Probably not. But when you're here it's hard not to wonder. This is a fairytale city. It's also a huge, teeming, surging, very modern city. "Crossroads of the World" is a cliche but not without reason. My first reaction, actually, was "Edinburgh meets Bangkok, with mosques" -- Edinburgh because of all the monuments and castles and ancient walls, Bangkok because of all of the new skyscrapers and new shopping malls and construction in progress everywhere, including the old city. As put it (paraphrasing due to poor memory) "People have probably been lamenting for more than a thousand years that this city is basically a huge building site."
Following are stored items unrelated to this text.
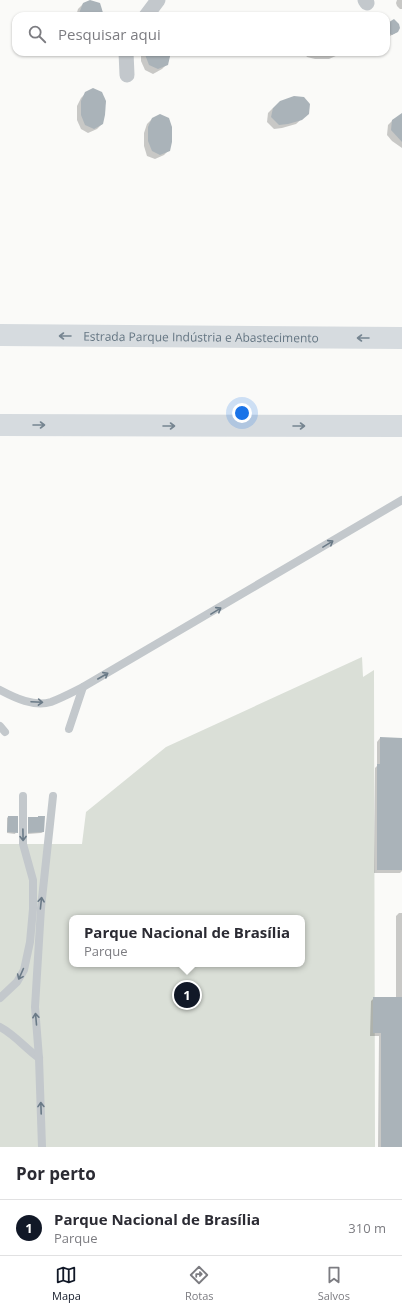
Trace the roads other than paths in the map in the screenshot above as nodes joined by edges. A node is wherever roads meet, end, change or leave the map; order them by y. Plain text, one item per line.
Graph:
1 (158, 0) edge
2 (149, 12) edge
3 (126, 56) edge
4 (127, 75) dead end
5 (0, 335) edge
6 (402, 338) edge
7 (0, 425) edge
8 (402, 426) edge
9 (402, 500) edge
10 (83, 687) junction
11 (0, 690) edge
12 (69, 729) dead end
13 (24, 796) dead end
14 (53, 796) dead end
15 (0, 998) edge
16 (0, 1027) edge
17 (39, 1058) junction
18 (42, 1147) edge

1 - 2 street
3 - 4 street
6 -> 5 highway, Estrada Parque Indústria e Abastecimento
7 -> 8 highway
10 -> 9 lane
11 -> 10 lane
10 - 12 lane
13 -> 15 lane
17 -> 14 lane
16 - 17 lane
18 -> 17 lane

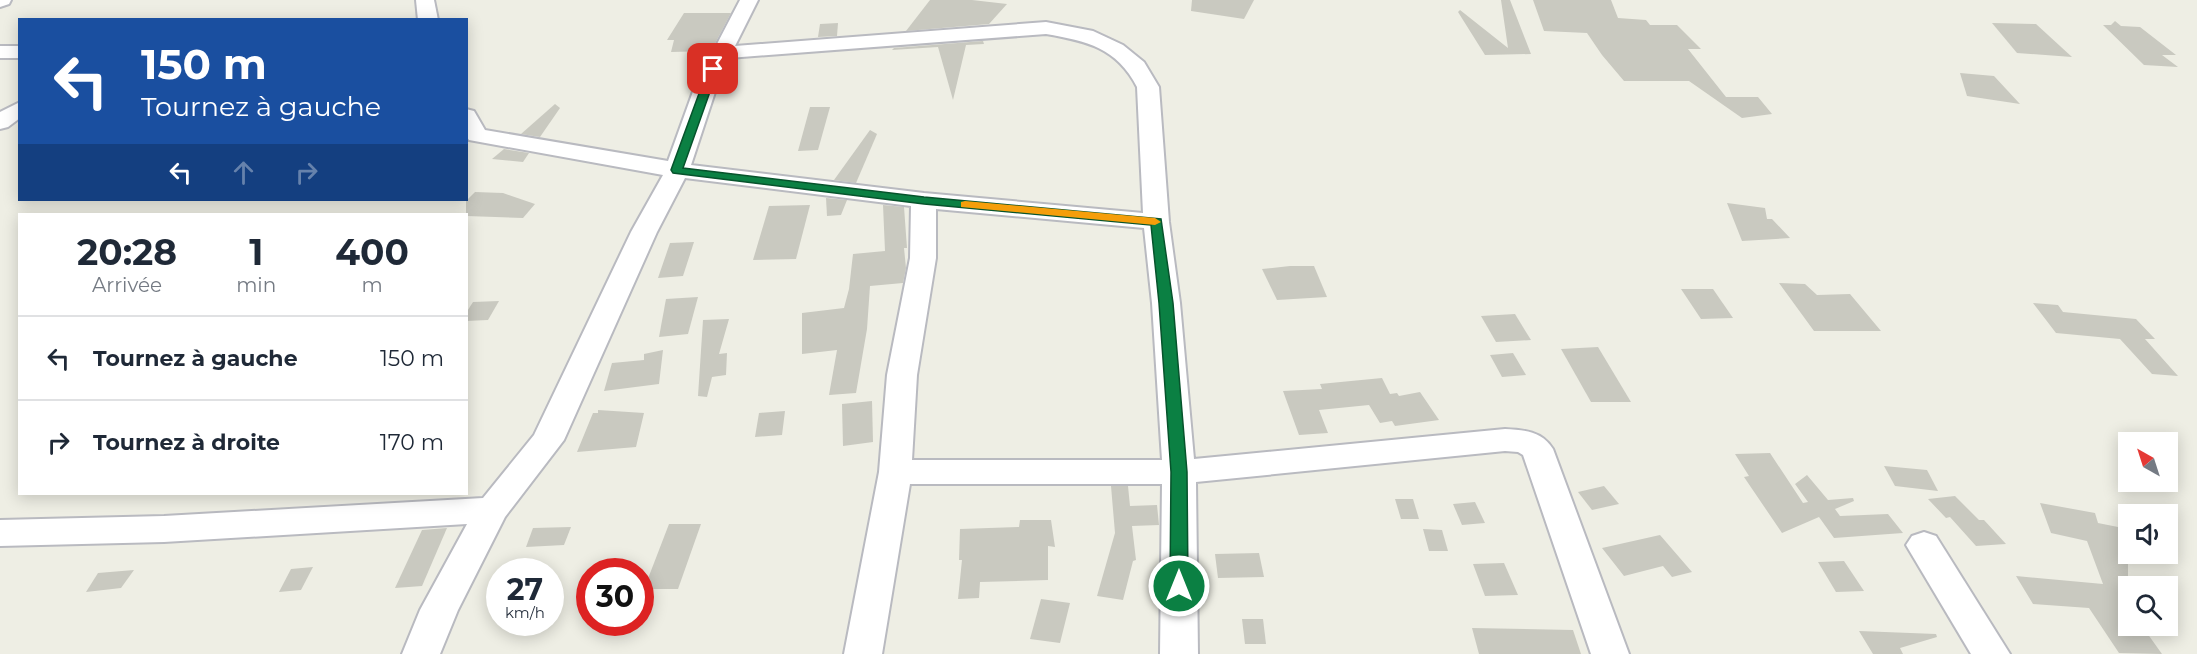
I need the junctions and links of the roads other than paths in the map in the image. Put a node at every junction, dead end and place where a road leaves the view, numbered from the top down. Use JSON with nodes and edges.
{"nodes":[{"id":1,"x":425,"y":0,"type":"edge"},
{"id":2,"x":749,"y":0,"type":"edge"},
{"id":3,"x":428,"y":18,"type":"edge"},
{"id":4,"x":0,"y":52,"type":"edge"},
{"id":5,"x":18,"y":52,"type":"edge"},
{"id":6,"x":720,"y":52,"type":"junction"},
{"id":7,"x":18,"y":109,"type":"edge"},
{"id":8,"x":0,"y":122,"type":"edge"},
{"id":9,"x":470,"y":129,"type":"edge"},
{"id":10,"x":677,"y":170,"type":"junction"},
{"id":11,"x":924,"y":200,"type":"junction"},
{"id":12,"x":1156,"y":222,"type":"junction"},
{"id":13,"x":895,"y":472,"type":"junction"},
{"id":14,"x":1179,"y":472,"type":"junction"},
{"id":15,"x":492,"y":510,"type":"junction"},
{"id":16,"x":0,"y":534,"type":"edge"},
{"id":17,"x":1924,"y":545,"type":"dead end"},
{"id":18,"x":422,"y":654,"type":"edge"},
{"id":19,"x":863,"y":654,"type":"edge"},
{"id":20,"x":1179,"y":654,"type":"edge"},
{"id":21,"x":1610,"y":654,"type":"edge"},
{"id":22,"x":1991,"y":654,"type":"edge"}],
"edges":[{"from":1,"to":3,"type":"street"},
{"from":2,"to":6,"type":"street"},
{"from":4,"to":5,"type":"street"},
{"from":6,"to":10,"type":"street"},
{"from":6,"to":12,"type":"street"},
{"from":7,"to":8,"type":"street"},
{"from":9,"to":10,"type":"street"},
{"from":10,"to":11,"type":"street"},
{"from":10,"to":15,"type":"street"},
{"from":11,"to":12,"type":"street"},
{"from":11,"to":13,"type":"street"},
{"from":12,"to":14,"type":"street"},
{"from":13,"to":14,"type":"street"},
{"from":13,"to":19,"type":"street"},
{"from":14,"to":20,"type":"street"},
{"from":14,"to":21,"type":"street"},
{"from":15,"to":16,"type":"street"},
{"from":15,"to":18,"type":"street"},
{"from":17,"to":22,"type":"street"}]}
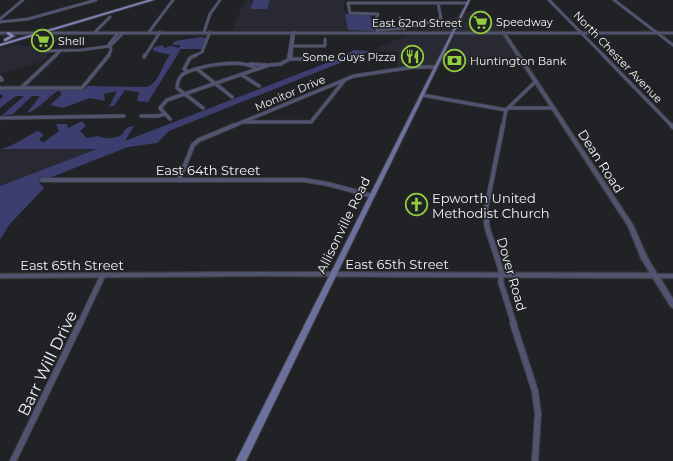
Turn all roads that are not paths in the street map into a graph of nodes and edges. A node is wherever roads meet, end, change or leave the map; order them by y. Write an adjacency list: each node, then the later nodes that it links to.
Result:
1 (23, 0): 15 (street)
2 (96, 0): 15 (street)
3 (142, 0): 29 (main road)
4 (152, 0): 16 (main road)
5 (173, 0): 19 (street)
6 (220, 0): 21 (street)
7 (549, 0): 26 (street, North Chester Avenue)
8 (614, 0): 35 (street)
9 (468, 2): 11 (street); 24 (main road, Allisonville Road)
10 (370, 3): 11 (street); 12 (street); 12 (street)
11 (438, 3): 17 (street)
12 (372, 12): 18 (street)
13 (110, 17): 32 (street)
14 (400, 18): 17 (street)
15 (0, 21)
16 (57, 28): 30 (main road); 31 (main road)
17 (404, 29): 18 (street)
18 (377, 31): 23 (street, East 62nd Street); 24 (street, East 62nd Street)
19 (149, 32): 20 (street, East 62nd Street); 34 (street, East 62nd Street)
20 (160, 32): 21 (street, East 62nd Street); 45 (street)
21 (204, 32): 22 (street, East 62nd Street)
22 (210, 32): 23 (street, East 62nd Street); 53 (street)
23 (294, 32): 42 (street)
24 (454, 32): 25 (street, East 62nd Street); 50 (main road, Allisonville Road)
25 (503, 32): 26 (street, East 62nd Street); 56 (street, Dean Road)
26 (582, 32): 35 (street, East 62nd Street); 73 (street, North Chester Avenue)
27 (0, 33): 28 (street, East 62nd Street)
28 (8, 33): 29 (street, East 62nd Street); 38 (main road)
29 (28, 33): 30 (street, East 62nd Street); 38 (main road)
30 (39, 33): 31 (street, East 62nd Street); 39 (main road)
31 (60, 33): 32 (street, East 62nd Street)
32 (94, 33): 33 (street, East 62nd Street)
33 (118, 33): 34 (street, East 62nd Street); 41 (street)
34 (123, 33): 41 (street)
35 (658, 33): 36 (street, East 62nd Street); 40 (street)
36 (673, 33)
37 (325, 39): 42 (street)
38 (2, 41)
39 (0, 45)
40 (673, 45)
41 (110, 46): 44 (street); 60 (street)
42 (292, 46): 46 (street)
43 (44, 51): 44 (street)
44 (60, 51): 60 (street)
45 (144, 57)
46 (289, 59): 47 (street); 49 (street)
47 (331, 59)
48 (250, 64): 49 (street); 51 (street); 52 (street)
49 (269, 65): 52 (street)
50 (436, 67): 55 (street, Monitor Drive); 62 (main road, Allisonville Road)
51 (197, 68): 53 (street); 57 (street)
52 (257, 70): 54 (street)
53 (187, 71): 61 (street)
54 (242, 75): 57 (street); 58 (street)
55 (345, 80): 72 (street, Monitor Drive); 72 (street)
56 (536, 81): 65 (street, Dean Road); 66 (street)
57 (216, 84): 61 (street); 63 (street)
58 (259, 86)
59 (0, 88): 60 (street)
60 (21, 88)
61 (186, 94): 64 (street); 67 (street)
62 (422, 94): 66 (street); 76 (main road, Allisonville Road)
63 (232, 96)
64 (203, 108)
65 (554, 108): 66 (street); 81 (street, Dean Road)
66 (508, 109): 80 (street, Dover Road)
67 (165, 114): 69 (street); 71 (street)
68 (124, 116): 70 (street)
69 (141, 116)
70 (0, 118)
71 (170, 119)
72 (243, 122): 75 (street, Monitor Drive)
73 (673, 127)
74 (42, 180): 75 (street, East 64th Street)
75 (179, 180): 76 (street, East 64th Street)
76 (372, 196): 77 (main road, Allisonville Road)
77 (333, 275): 79 (street, East 65th Street); 80 (street, East 65th Street); 85 (main road, Allisonville Road)
78 (0, 276): 79 (street, East 65th Street)
79 (103, 276): 84 (street, Barr Will Drive)
80 (501, 276): 81 (street, East 65th Street); 86 (street, Dover Road)
81 (654, 276): 82 (street, East 65th Street); 83 (street, Dean Road)
82 (673, 276)
83 (673, 305)
84 (13, 461)
85 (241, 461)
86 (535, 461)

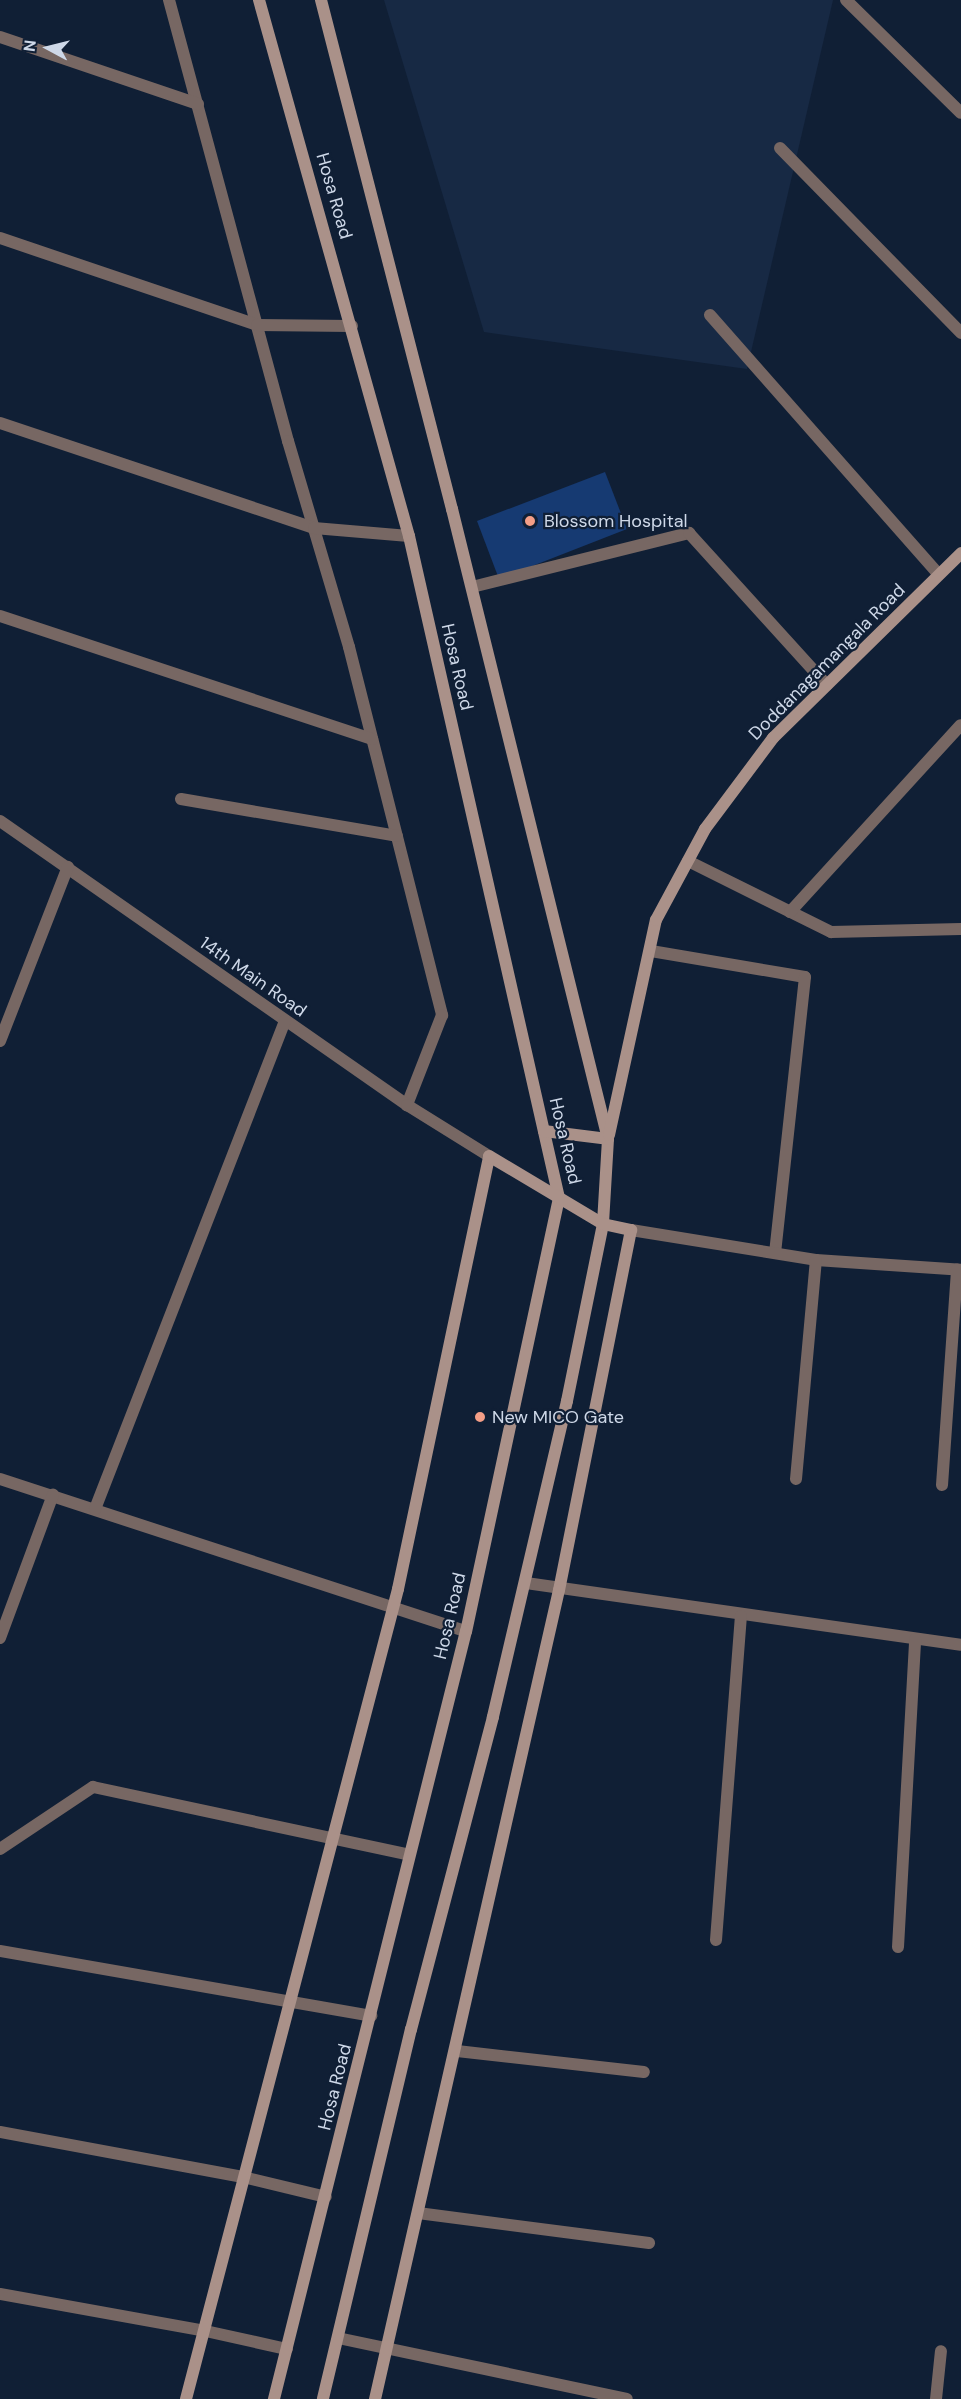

You ever been to 'Stanbul?"
"Couple days, once."
"Never changes," she said. "Bad old town."

 -- Neuromancer

Gibson is a prophet but he sure got that one wrong. The overriding sense one gets here is that, outside of the actual monuments, pretty much everything is changing, all the time, and always has been. This feels like a city defined by flux.

1I haven't yet ventured much into any of the many others.

Anyway. Have some pictures.

The ancient Basilica Cistern.

medusa head
legal notice: this author is not responsible for anyone turned to stone because they were foolish enough to crane their neck so as to see the medusa right side up.

A magnificent zodiac in the Museum of Islamic Science and Technology.

That's Europe to the left, Asia to the right.

A relatively minor mosque.

Another view thereto.

The ceiling of this relatively minor mosque.

Tree and minaret.

T. and I reflected in the latest hijabwear.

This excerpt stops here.